Can anyone spell S-H-O-C-K D-O-C-T-R-I-N-E? Traditionally we the shock doctrine as a situation in which a gaggle of feral corporatists descend on a country after it has experienced some sort of natural disaster and exploit the shit out of it while its citizens are dazed and confused.

However, here we have a much more sophisticated version of it. Instead of a natural disaster, we have a pair giant vacuums cleaner installed in the Beltway and on Wall Street. For decades these machines have been sucking revenue out of the states while demanding fiscal responsibility and balanced budgets from them, even as Washington plunges itself into a state of indebted penury. Now our corporations face the prospect of being able to pick up state-owned assets for pennies on the dollar. It’s called privatization on steroids.

Yes, it’s madness, but it’s madness that is perfect sanity for our corporatists whose only concern is to beef up the bottom line. Were corporations truly people they would have been institutionalized long ago. But because they aren’t people they are normal because institutions, our leaders assure us, can never go crazy.

3 comments:

  1. well said. it is indeed a world gone mad in which we live.
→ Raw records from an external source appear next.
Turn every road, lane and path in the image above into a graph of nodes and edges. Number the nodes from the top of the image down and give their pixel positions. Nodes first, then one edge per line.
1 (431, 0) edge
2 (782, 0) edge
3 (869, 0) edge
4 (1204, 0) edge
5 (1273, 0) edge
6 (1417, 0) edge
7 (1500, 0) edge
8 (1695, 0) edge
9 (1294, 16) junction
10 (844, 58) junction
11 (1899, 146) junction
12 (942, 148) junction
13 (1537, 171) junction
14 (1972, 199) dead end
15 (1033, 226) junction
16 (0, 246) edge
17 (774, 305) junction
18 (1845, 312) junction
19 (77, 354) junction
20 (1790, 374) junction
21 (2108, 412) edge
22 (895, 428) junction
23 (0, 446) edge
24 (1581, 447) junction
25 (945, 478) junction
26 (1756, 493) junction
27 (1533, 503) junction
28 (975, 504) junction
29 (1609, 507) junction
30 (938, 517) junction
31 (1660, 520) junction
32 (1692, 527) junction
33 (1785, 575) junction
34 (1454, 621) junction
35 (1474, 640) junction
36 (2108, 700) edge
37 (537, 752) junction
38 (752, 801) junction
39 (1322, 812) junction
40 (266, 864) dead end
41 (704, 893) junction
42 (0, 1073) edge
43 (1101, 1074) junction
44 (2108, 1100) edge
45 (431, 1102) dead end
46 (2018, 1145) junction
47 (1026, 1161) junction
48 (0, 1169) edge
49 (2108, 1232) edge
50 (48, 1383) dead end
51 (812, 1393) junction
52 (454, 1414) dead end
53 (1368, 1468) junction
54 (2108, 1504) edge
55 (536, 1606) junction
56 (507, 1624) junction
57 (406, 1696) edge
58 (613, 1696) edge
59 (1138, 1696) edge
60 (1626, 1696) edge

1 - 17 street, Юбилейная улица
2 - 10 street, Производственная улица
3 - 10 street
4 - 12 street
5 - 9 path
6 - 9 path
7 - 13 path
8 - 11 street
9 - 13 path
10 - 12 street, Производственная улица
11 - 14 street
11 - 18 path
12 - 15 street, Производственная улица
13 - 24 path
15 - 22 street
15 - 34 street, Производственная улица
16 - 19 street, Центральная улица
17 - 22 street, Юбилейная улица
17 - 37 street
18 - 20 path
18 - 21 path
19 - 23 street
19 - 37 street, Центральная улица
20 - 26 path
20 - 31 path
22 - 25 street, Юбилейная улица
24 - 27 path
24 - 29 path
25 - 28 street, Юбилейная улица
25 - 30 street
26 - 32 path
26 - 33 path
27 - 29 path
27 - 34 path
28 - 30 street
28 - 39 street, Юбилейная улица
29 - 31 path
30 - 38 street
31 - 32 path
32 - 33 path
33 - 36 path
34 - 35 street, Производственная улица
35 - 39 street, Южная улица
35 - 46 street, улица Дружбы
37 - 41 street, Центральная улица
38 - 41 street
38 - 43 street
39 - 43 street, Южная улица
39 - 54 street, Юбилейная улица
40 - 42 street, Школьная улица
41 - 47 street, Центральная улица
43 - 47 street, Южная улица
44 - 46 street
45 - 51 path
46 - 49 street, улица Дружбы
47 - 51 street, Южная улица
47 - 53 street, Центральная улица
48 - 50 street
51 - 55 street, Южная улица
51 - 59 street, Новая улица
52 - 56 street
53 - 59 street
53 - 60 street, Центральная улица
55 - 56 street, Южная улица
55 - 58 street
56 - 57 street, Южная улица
    thanks for this commentary.

    ReplyDelete
  2. Belaqua,

    My lighter ran out of butane while smoking my way through this post. I find that interesting. It's a sign of times to come... I am quite sure that our once proud, yet now outsorced Boeing will burn through all it's butane (funding) long before they finish cooking thier C-17 brand of meth. Nobody wants bunk dope these days! So puzzling. A few addicts on the Beltway lost thier connections, and now they're just trying to use the empty, giant Boeing warehouses as laboratories for a new batch. They would do better just taking a few Sudafed.

    Peace

    ReplyDelete
  3. Madness is rare in individuals - but in groups, parties, nations, and ages it is the rule.
    - Friedrich Nietzsche

    America has entered one of its periods of historic madness, but this is the worst I can remember.